Lent IV Year A


As we celebrate motherhood, the love and nurture of mothers, the selflessness and devotion for which everyone one of us has great cause to be thankful, we need to remember that Christian motherhood finds its greatest expression in the example of the Blessed Virgin Mary, and is rooted in the motherhood of the Church, which nurtures us in our faith, which cares for us, so that we may grow in our faith and develop into fully-grown adult Christians, regular in our prayer and our attendance Sunday by Sunday, formed evermore into the likeness of Christ, fed by Him with Word and Sacrament, nourished and nurtured by Him.
          In this morning’s Gospel we see a man in need, it is not question of his sin, or his parents’ sin, but rather of a human being in need of healing, like each and every one of us. He wants to see, while those around him, who can see display blindness. He is told to go and wash in the pool of Siloam, he obeys and is healed. The Pharisees cannot agree as to who or what Jesus is; the man can state that Jesus is a prophet, but it does not end there. The Pharisees insist on questioning the man again, he can only reply ‘I have told you already, and you would not listen.’ When he meets Jesus again, he can say regarding the Son of Man ‘tell me, so that I may believe in him.’ Jesus tells him that he is speaking to him, and he says ‘Lord I believe’ and he worshipped him.  We see a man on a journey of faith, like each and every one of us, who experiences the healing presence of God in his life, and is brought to a deeper faith in God. He is nurtured, and through his belief, his trust in God, his life is changed.
          As we continue our Lenten pilgrimage, through prayer, fasting and works of charity, we prepare ourselves and our lives to celebrate the Passion, Death, and Resurrection of Our Lord and Saviour, Jesus Christ, we should be encouraged that at its heart what we celebrate is the self-giving love of God, poured out on the world to heal us, to restore our humanity, so that we like the blind man may see, so that we may understand what God does for us, so that we may have life in all its fullness in Him. We need to have faith and trust in Him, nurtured by the Church, built up in love, fed by God, fed with God, so that we can have a foretaste of heaven, and the joy of eternal life with Christ, healed and restored by Him. This is no private matter, something we put on for an hour on Sunday morning, but rather an all-encompassing reality which has the power to change our lives and transform the entire world, a world in need of the healing love of God, to turn from the blindness of this world to the new sight of the Kingdom, a place of nurture and healing, where we can all experience the love of God, shown to us in Christ, who gave Himself for love of us, so that we might see, so that we might be fully alive, encouraged and built up in love, and sharing that love with others in everything which we say, or think, or do, so that the world may believe and give glory to God the Father, God the Son, and God the Holy Spirit, to whom be ascribed as is most right and just, all might, majesty, glory, dominion, and power, now and forever.

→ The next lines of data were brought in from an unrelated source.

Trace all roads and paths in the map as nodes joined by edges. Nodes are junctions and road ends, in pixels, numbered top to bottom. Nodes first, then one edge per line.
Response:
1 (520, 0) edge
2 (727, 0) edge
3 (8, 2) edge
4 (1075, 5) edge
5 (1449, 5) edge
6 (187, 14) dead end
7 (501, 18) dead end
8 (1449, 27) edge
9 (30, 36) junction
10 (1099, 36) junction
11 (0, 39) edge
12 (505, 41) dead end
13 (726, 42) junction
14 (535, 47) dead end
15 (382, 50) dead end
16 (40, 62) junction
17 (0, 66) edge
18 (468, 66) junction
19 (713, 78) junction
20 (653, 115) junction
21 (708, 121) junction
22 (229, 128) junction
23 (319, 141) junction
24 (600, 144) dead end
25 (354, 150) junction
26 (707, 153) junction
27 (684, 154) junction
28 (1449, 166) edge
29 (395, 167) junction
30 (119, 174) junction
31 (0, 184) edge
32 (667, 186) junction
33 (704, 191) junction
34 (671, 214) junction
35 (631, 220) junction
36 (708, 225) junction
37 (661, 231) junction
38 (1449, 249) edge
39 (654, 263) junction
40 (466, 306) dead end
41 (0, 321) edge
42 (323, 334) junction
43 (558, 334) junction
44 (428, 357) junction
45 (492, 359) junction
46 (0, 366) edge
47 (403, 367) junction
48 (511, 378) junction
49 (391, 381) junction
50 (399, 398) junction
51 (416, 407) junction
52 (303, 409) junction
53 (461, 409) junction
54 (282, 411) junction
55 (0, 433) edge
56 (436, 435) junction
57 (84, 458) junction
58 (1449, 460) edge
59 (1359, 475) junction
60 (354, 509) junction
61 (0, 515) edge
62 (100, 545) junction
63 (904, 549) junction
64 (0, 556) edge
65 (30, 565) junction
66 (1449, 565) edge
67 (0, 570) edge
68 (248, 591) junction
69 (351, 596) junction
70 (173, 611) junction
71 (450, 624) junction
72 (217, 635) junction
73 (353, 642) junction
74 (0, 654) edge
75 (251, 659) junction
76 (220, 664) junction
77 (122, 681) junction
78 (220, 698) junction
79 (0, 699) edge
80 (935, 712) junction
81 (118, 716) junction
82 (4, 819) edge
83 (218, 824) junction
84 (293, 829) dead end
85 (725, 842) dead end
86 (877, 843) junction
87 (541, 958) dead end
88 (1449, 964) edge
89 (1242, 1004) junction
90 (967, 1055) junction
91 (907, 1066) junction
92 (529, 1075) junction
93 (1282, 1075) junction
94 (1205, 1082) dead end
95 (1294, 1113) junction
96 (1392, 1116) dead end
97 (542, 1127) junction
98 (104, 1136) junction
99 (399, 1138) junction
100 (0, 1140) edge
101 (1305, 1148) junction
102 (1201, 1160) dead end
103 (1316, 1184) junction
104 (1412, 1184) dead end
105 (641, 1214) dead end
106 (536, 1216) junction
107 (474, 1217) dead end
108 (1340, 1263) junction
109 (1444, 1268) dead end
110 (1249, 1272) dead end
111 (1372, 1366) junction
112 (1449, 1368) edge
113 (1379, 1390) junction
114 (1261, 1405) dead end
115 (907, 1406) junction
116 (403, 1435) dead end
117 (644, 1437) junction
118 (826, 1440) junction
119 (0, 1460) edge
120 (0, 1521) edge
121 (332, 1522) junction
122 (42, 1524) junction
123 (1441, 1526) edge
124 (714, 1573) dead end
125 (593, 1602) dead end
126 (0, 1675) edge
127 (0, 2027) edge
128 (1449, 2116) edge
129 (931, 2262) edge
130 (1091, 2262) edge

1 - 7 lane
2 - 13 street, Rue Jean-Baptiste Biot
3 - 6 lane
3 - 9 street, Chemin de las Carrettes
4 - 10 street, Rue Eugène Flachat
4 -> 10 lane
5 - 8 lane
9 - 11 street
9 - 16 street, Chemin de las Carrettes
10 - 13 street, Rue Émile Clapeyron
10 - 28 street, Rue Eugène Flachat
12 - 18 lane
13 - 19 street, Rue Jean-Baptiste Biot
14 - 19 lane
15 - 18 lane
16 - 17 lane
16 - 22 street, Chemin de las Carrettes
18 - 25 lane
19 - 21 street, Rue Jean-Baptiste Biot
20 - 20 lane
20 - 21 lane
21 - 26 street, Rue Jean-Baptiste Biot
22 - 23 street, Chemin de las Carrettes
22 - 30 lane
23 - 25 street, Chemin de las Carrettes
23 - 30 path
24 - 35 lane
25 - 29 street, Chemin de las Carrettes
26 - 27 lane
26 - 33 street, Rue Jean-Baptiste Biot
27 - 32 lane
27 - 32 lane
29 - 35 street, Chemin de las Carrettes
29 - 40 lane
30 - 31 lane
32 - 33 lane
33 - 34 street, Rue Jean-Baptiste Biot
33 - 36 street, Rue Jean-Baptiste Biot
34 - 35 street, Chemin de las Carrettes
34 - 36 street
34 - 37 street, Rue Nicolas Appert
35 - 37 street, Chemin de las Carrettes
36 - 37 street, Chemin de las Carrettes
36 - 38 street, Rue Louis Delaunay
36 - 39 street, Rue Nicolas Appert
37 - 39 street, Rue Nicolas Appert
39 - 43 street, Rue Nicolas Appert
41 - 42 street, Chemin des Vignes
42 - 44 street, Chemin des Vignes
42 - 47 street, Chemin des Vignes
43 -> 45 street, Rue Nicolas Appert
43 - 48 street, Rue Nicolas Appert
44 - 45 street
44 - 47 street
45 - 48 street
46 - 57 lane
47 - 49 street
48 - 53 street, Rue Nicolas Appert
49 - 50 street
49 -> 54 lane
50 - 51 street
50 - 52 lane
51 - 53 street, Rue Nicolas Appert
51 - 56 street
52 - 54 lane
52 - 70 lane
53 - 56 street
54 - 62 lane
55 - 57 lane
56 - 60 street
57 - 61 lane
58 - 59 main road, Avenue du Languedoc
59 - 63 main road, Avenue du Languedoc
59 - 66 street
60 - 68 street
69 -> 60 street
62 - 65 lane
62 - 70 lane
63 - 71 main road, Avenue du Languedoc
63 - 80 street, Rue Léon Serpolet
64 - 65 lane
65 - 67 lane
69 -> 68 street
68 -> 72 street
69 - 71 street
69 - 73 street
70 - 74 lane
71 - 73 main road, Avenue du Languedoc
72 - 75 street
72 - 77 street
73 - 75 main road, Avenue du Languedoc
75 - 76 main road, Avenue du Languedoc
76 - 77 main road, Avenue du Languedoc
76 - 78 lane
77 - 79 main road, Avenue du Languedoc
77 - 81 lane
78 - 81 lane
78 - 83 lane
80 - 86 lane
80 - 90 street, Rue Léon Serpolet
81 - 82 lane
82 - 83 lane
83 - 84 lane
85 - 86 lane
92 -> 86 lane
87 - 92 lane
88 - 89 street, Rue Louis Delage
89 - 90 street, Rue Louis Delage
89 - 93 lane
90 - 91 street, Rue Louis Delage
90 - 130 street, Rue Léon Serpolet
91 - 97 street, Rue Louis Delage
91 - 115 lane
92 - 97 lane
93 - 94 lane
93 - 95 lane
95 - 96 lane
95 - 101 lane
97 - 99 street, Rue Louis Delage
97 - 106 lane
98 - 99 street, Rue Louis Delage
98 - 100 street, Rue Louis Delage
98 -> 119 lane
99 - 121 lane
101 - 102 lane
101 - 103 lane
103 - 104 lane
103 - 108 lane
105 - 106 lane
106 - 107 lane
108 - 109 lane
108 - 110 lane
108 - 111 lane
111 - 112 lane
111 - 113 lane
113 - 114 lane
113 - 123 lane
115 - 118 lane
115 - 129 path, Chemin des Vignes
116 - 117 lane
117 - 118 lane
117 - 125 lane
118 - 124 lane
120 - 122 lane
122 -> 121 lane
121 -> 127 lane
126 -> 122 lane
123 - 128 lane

Lent III Yr A (John 4:5-42)


‘God proves his love for us in that while we were still sinners Christ died for us’
People can be strange, stubborn creatures, and the picture given to us of the Israelites in Exodus should strike something of a chord – we can recognise something of ourselves in it. But lest we get too disheartened it is important to recognise that Moses strikes the rock at Horeb, as the Lord commands him, and out flows water. This water, like the parted water of the Red Sea prefigures our baptism, through which we enter the Church, through which we are regenerate, born again to eternal life in Christ Jesus, our Lord and Saviour, whose side was pierced on Calvary, and whence flowed blood and water, this water speaks to us of the grace of God poured out upon us, his people, to heal us and restore us, to help us live his risen life.
            So as we continue our Lenten pilgrimage, we can do so joyfully because God’s love has been poured into our hearts – what matters is what has been done to us, by God, out of love, so that we can be like him. He is the reconciliation which achieves what we cannot: restoring our relationship with God and each other, healing our wounds, and giving us eternal life in Him.
            Picture the scene – it’s the middle of the day, the sun is blazing overhead, he’s been walking for hours, days even. Jesus is tired – as a man, a human being, he is no different from you or me – he ate and drank, and was knackered. Mid-day is no time to be drawing water from a well – it’s something you do first thing in the morning. He asks the woman for a drink – he’s defying a social convention – he’s breaking the rules. She’s surprised – Jews are supposed to treat Samaritans as outcasts, they’re beyond the pale, they’re like the Roma in Eastern Europe. Jesus offers her living water, so that she may never he thirsty again. The woman desires it, so that she will never be thirsty again, or have to come to the well to draw water. Jesus knows who and what she is – he recognises her irregular lifestyle, but also her need of God – her need for the water of grace to restore her soul, and inspire her to tell people the Good News. Her testimony is powerful because she has experienced God’s love as a living reality and she simply has to tell people about it. She brings them to Christ so that they can be nourished, so that they too can experience the grace of God.
To live is to change and to be perfect is to have changed often. If we are changing into Jesus Christ, then we’re on the right track. If we listen to his word; if we talk to him in prayer and let him talk to us; if we’re fed by Him in the Eucharist, by Christ both priest and victim, to become what He is – God; if we’re forgiven by Him, through making confession of our sins, not only do we come to understand Jesus, we become like him, we come to share in his divine nature, you, me, all of humanity ideally. We, the People of God, the new humanity, enter into the divine fullness of life, we have a foretaste of the heavenly banquet.
            Lent should be something of a spiritual spring clean, asking God to drive out all that should not be there, preparing for the joy of Easter, to live the Risen Life, filled with God’s grace. In our baptism we died with Christ and were raised to new life in the Spirit. Let us prepare to live that life, holding fast to Our Lord and Saviour, clinging to the teachings of his body, the Church. Let us turn away from the folly of this world, the hot air, and focus on the true and everlasting joy of heaven, which awaits us, who are bought by his blood, washed in it, fed with it. So that we too may praise the Father, the Son and the Holy Spirit, to whom be ascribed as is most right and just, all might, majesty, glory, dominion, and power, now and forever…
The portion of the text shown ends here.